Report, from the records below, every line where the word "Valstads" appears.
Data provided Start Marker
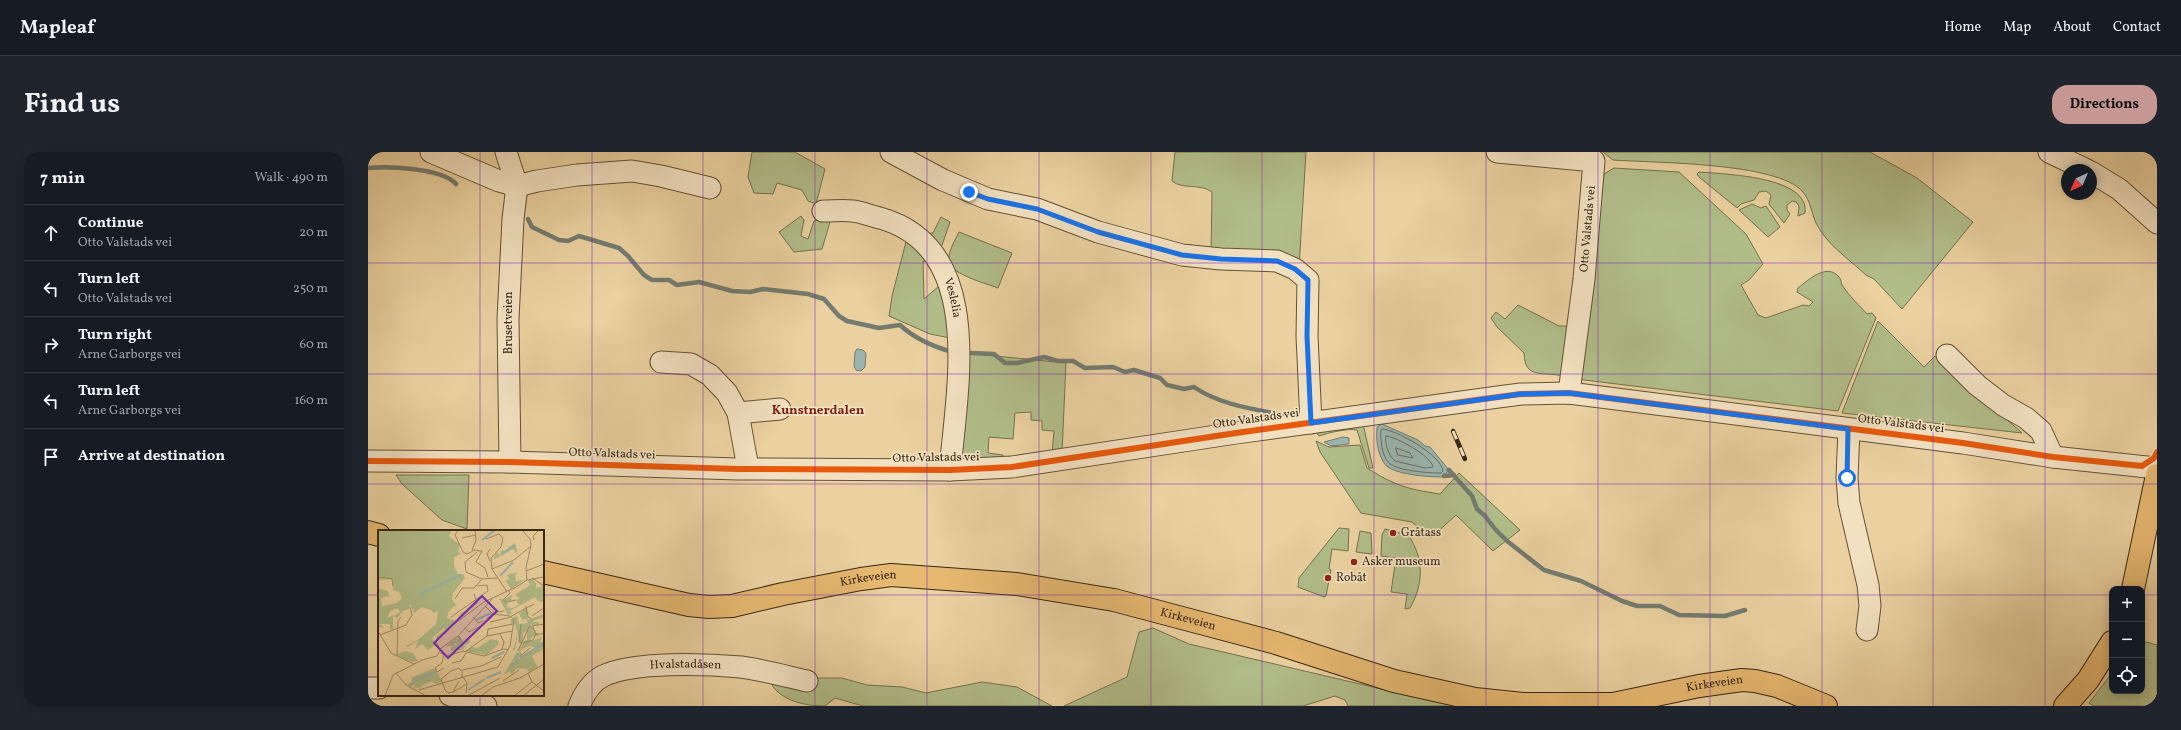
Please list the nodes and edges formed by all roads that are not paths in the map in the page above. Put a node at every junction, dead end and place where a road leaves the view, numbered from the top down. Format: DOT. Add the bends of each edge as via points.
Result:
graph roads {
  1 [pos="431,152"];
  2 [pos="506,152"];
  3 [pos="891,152"];
  4 [pos="1497,152"];
  5 [pos="2049,152"];
  6 [pos="2074,164"];
  7 [pos="2097,176"];
  8 [pos="517,186"];
  9 [pos="710,188"];
  10 [pos="823,211"];
  11 [pos="2157,223"];
  12 [pos="1947,355"];
  13 [pos="661,362"];
  14 [pos="1569,393"];
  15 [pos="780,410"];
  16 [pos="738,413"];
  17 [pos="1311,423"];
  18 [pos="1848,429"];
  19 [pos="2053,457"];
  20 [pos="368,461"];
  21 [pos="510,462"];
  22 [pos="748,468"];
  23 [pos="2157,468"];
  24 [pos="950,470"];
  25 [pos="2157,475"];
  26 [pos="368,532"];
  27 [pos="378,535"];
  28 [pos="544,572"];
  29 [pos="2134,586"];
  30 [pos="1867,630"];
  31 [pos="2109,647"];
  32 [pos="807,681"];
  33 [pos="453,696"];
  34 [pos="486,706"];
  35 [pos="579,706"];
  36 [pos="1826,706"];
  37 [pos="2065,706"];
  1 -- 8 [label="street"];
  2 -- 8 [label="street, Brusetveien"];
  3 -- 17 [label="street" via="969,192 988,199 1037,209 1098,232 1182,255 1277,261 1295,269 1308,280 1307,336"];
  4 -- 14 [label="street, Otto Valstads vei" via="1594,161 1584,279"];
  5 -- 6 [label="street"];
  7 -- 11 [label="street" via="2119,189"];
  8 -- 9 [label="street" via="537,180 632,171"];
  8 -- 21 [label="street, Brusetveien" via="508,318"];
  10 -- 24 [label="street, Veslelia" via="855,211 895,223 920,238 940,262 951,290 958,324 959,358"];
  12 -- 19 [label="street" via="1977,385 2041,431"];
  13 -- 16 [label="street" via="690,364 710,375 727,393"];
  14 -- 17 [label="street, Otto Valstads vei" via="1521,394"];
  14 -- 18 [label="street, Otto Valstads vei"];
  15 -- 16 [label="street"];
  16 -- 22 [label="street"];
  17 -- 24 [label="street, Otto Valstads vei" via="1012,467"];
  18 -- 19 [label="street, Otto Valstads vei"];
  18 -- 30 [label="street, Otto Valstads vei" via="1849,497 1868,585 1870,606"];
  19 -- 23 [label="street, Otto Valstads vei"];
  20 -- 21 [label="street, Otto Valstads vei"];
  21 -- 22 [label="street, Otto Valstads vei"];
  22 -- 24 [label="street, Otto Valstads vei"];
  25 -- 29 [label="main road"];
  26 -- 27 [label="main road"];
  28 -- 36 [label="main road, Kirkeveien" via="689,605 709,607 732,606 882,576 1017,584 1114,600 1276,643 1394,681 1475,699 1524,704 1613,704 1742,680 1777,686"];
  31 -- 37 [label="main road" via="2088,680"];
  32 -- 35 [label="street, Hvalstadåsen" via="742,668 624,668 602,677 591,685"];
  33 -- 34 [label="street"];
}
Data provided End Marker
* **Answer for this exercise**:
  4 -- 14 [label="street, Otto Valstads vei" via="1594,161 1584,279"];
  14 -- 17 [label="street, Otto Valstads vei" via="1521,394"];
  14 -- 18 [label="street, Otto Valstads vei"];
  17 -- 24 [label="street, Otto Valstads vei" via="1012,467"];
  18 -- 19 [label="street, Otto Valstads vei"];
  18 -- 30 [label="street, Otto Valstads vei" via="1849,497 1868,585 1870,606"];
  19 -- 23 [label="street, Otto Valstads vei"];
  20 -- 21 [label="street, Otto Valstads vei"];
  21 -- 22 [label="street, Otto Valstads vei"];
  22 -- 24 [label="street, Otto Valstads vei"];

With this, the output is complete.